[EXERCISE DESCRIPTION]:
Spot each line in the data below containing "Avenida" and copy it.

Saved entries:

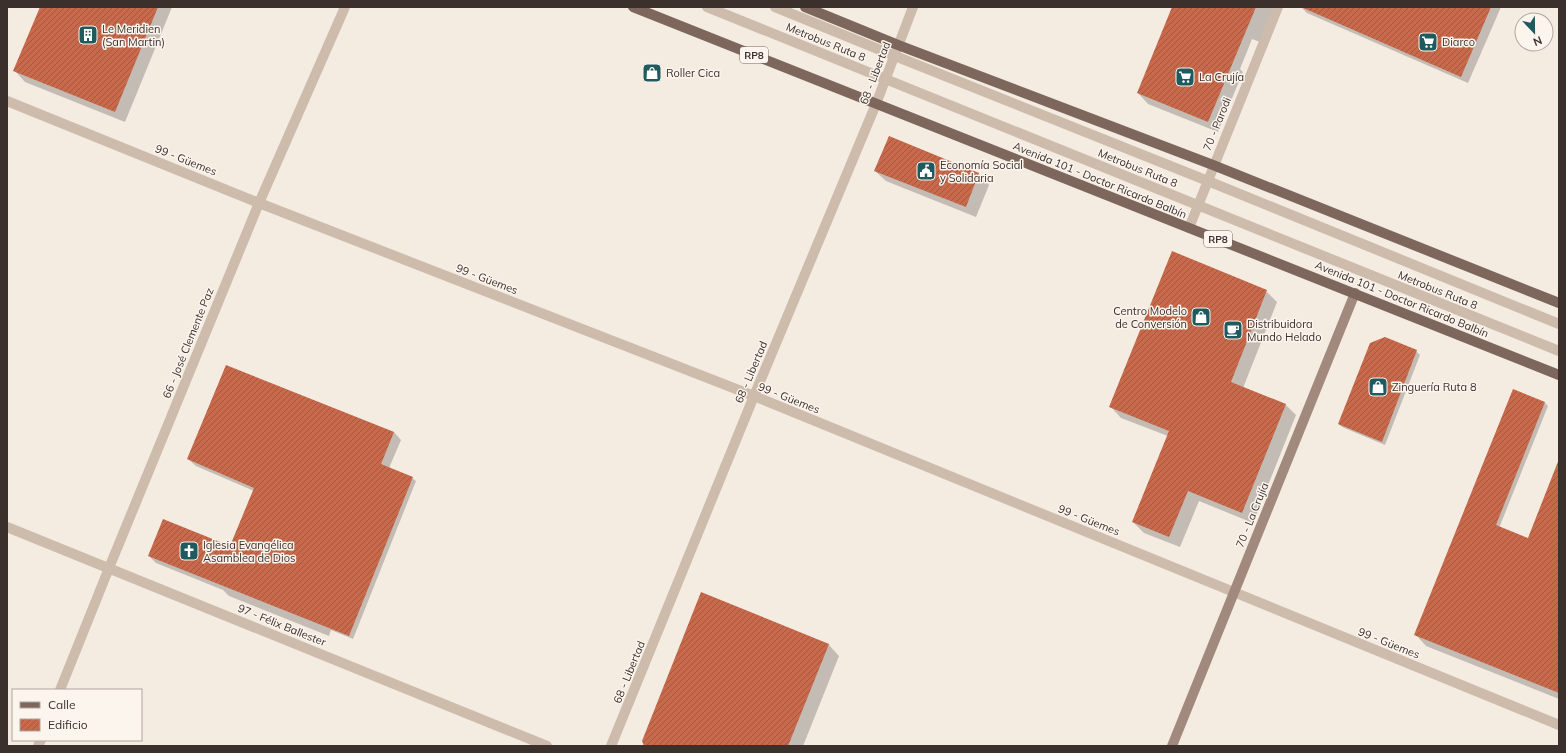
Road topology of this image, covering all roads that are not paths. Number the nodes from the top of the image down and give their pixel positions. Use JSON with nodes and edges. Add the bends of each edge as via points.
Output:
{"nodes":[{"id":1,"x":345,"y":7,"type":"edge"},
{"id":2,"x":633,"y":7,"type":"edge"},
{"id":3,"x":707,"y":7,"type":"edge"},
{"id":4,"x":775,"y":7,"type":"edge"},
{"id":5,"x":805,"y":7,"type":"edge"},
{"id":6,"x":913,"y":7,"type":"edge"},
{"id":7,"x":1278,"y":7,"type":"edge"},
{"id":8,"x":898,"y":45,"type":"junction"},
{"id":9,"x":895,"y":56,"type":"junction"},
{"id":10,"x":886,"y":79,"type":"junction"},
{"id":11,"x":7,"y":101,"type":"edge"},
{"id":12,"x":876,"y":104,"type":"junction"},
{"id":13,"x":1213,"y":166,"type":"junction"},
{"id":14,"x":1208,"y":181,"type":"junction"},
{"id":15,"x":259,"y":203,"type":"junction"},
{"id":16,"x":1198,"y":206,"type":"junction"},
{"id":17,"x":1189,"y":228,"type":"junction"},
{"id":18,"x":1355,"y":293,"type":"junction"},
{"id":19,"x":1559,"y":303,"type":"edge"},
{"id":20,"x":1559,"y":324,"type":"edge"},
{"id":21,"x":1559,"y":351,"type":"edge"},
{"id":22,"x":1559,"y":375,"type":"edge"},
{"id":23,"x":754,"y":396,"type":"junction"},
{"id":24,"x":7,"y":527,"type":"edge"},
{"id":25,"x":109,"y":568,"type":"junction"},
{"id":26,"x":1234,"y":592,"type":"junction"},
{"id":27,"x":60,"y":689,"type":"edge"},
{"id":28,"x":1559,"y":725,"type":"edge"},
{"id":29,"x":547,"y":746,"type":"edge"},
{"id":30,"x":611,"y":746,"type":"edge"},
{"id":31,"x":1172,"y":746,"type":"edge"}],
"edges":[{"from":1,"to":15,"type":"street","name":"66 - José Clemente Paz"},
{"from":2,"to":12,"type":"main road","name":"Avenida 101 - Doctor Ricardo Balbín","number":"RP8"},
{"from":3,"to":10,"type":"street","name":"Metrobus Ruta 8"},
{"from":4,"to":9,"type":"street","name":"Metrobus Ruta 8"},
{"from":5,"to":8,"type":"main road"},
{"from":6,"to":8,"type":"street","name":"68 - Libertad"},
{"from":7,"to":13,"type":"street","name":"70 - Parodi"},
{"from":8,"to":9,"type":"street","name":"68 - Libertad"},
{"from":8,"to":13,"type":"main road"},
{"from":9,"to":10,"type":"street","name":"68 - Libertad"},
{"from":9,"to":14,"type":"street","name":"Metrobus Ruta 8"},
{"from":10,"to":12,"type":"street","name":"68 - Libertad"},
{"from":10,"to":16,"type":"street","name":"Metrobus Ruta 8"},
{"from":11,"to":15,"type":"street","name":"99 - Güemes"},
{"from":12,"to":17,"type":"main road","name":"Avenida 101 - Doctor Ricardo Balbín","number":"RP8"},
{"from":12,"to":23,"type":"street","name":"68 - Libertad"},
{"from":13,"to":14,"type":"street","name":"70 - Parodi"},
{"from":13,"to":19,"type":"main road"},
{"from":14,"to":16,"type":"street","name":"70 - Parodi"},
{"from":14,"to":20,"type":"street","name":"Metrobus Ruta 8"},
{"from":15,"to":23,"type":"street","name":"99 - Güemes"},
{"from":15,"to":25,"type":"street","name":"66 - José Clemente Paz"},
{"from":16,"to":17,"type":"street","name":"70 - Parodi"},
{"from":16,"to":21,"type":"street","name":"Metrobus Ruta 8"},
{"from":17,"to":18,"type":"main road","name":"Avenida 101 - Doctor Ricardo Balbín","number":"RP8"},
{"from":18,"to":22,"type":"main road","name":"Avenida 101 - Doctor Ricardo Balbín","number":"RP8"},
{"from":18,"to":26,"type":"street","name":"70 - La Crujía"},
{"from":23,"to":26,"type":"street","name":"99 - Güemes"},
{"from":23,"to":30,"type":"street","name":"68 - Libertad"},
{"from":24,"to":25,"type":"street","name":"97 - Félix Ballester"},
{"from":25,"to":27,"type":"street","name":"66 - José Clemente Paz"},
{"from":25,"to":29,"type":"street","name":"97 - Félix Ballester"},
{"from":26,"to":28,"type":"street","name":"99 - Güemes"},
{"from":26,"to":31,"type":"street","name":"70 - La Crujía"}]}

---

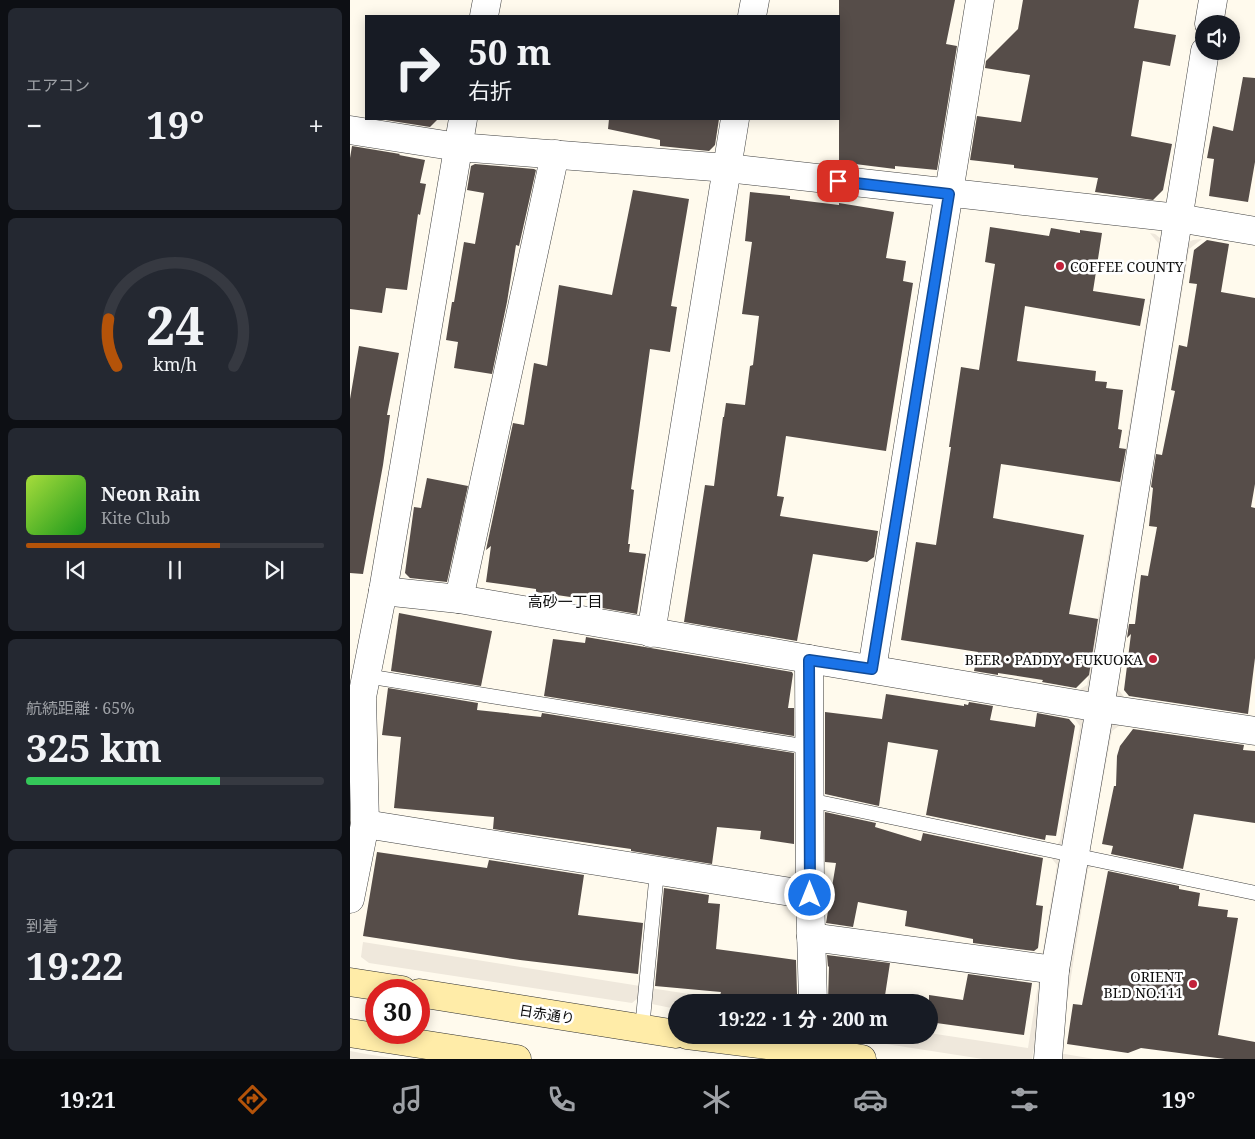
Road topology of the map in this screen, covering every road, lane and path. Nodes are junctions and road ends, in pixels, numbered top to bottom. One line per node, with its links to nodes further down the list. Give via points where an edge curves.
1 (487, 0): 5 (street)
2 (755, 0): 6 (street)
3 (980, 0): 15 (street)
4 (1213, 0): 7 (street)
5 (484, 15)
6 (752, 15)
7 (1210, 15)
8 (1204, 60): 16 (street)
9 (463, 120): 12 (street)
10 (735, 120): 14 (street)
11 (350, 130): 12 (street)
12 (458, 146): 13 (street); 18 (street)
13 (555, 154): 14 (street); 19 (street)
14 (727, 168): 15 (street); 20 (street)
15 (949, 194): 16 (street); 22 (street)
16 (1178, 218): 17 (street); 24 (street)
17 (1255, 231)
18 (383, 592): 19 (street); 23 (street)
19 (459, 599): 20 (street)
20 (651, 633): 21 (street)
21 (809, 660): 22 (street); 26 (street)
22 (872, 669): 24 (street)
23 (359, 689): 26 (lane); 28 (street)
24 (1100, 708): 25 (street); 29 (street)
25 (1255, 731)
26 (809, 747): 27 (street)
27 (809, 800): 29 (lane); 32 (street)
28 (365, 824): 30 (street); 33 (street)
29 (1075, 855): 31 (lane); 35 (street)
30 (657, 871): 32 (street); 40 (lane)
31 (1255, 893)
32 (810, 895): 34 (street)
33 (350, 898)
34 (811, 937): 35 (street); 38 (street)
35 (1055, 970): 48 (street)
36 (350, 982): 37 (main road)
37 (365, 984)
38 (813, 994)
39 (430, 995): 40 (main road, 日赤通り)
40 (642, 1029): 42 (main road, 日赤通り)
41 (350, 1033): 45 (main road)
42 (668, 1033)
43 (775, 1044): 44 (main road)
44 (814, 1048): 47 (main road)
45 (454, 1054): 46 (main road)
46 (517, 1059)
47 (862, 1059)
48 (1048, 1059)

[EXPECTED OUTPUT]:
{"from":2,"to":12,"type":"main road","name":"Avenida 101 - Doctor Ricardo Balbín","number":"RP8"},
{"from":12,"to":17,"type":"main road","name":"Avenida 101 - Doctor Ricardo Balbín","number":"RP8"},
{"from":17,"to":18,"type":"main road","name":"Avenida 101 - Doctor Ricardo Balbín","number":"RP8"},
{"from":18,"to":22,"type":"main road","name":"Avenida 101 - Doctor Ricardo Balbín","number":"RP8"},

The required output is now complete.